#### [EXERCISE PROMPT]
For the data below, work out how many lines contain the word "Santa" and supply only that number.

Data entries
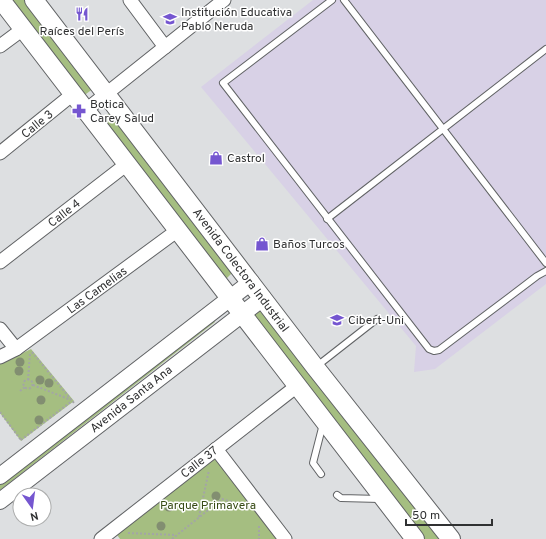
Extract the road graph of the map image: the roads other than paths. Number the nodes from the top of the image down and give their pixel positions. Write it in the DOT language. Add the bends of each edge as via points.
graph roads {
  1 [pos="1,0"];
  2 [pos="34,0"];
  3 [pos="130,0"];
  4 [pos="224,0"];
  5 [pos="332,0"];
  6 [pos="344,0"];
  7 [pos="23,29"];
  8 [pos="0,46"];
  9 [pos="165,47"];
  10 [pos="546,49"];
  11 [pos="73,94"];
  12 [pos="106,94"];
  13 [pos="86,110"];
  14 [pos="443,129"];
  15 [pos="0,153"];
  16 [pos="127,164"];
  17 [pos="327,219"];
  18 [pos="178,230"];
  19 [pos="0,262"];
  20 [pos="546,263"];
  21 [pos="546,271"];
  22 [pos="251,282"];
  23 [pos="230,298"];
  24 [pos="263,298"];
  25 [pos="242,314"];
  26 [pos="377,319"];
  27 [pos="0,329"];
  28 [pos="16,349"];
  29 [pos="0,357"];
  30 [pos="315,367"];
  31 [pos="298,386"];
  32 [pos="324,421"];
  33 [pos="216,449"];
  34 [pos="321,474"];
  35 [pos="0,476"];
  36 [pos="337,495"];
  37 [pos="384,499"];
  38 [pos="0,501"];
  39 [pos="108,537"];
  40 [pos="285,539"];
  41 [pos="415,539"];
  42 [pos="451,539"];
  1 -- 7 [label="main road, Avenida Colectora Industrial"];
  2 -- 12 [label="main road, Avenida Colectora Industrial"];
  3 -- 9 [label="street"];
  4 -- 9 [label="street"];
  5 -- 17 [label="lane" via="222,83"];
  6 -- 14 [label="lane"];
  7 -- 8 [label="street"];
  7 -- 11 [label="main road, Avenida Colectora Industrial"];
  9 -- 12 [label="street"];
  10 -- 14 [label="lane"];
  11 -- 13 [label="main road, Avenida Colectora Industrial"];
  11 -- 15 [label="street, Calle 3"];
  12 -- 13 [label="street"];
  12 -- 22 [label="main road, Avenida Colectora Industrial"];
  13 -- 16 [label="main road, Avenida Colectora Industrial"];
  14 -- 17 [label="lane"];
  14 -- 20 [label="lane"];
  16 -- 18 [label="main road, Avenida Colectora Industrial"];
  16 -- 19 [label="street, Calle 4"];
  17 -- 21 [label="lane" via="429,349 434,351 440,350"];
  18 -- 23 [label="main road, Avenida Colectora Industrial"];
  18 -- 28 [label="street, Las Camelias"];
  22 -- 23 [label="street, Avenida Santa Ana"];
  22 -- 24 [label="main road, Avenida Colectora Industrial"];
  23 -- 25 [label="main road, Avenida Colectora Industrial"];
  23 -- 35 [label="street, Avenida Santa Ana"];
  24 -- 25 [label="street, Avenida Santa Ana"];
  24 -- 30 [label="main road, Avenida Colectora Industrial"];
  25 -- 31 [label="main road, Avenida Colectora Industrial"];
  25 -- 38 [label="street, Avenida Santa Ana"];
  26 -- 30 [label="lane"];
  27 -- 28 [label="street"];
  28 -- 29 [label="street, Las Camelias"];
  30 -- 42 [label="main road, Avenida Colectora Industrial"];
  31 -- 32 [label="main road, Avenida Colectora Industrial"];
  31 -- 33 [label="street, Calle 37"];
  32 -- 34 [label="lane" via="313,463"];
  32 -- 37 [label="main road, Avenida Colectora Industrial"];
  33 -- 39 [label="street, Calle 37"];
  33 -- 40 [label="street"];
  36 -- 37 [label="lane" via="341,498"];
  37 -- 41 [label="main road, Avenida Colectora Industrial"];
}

#### [FINISHED EXERCISE]
4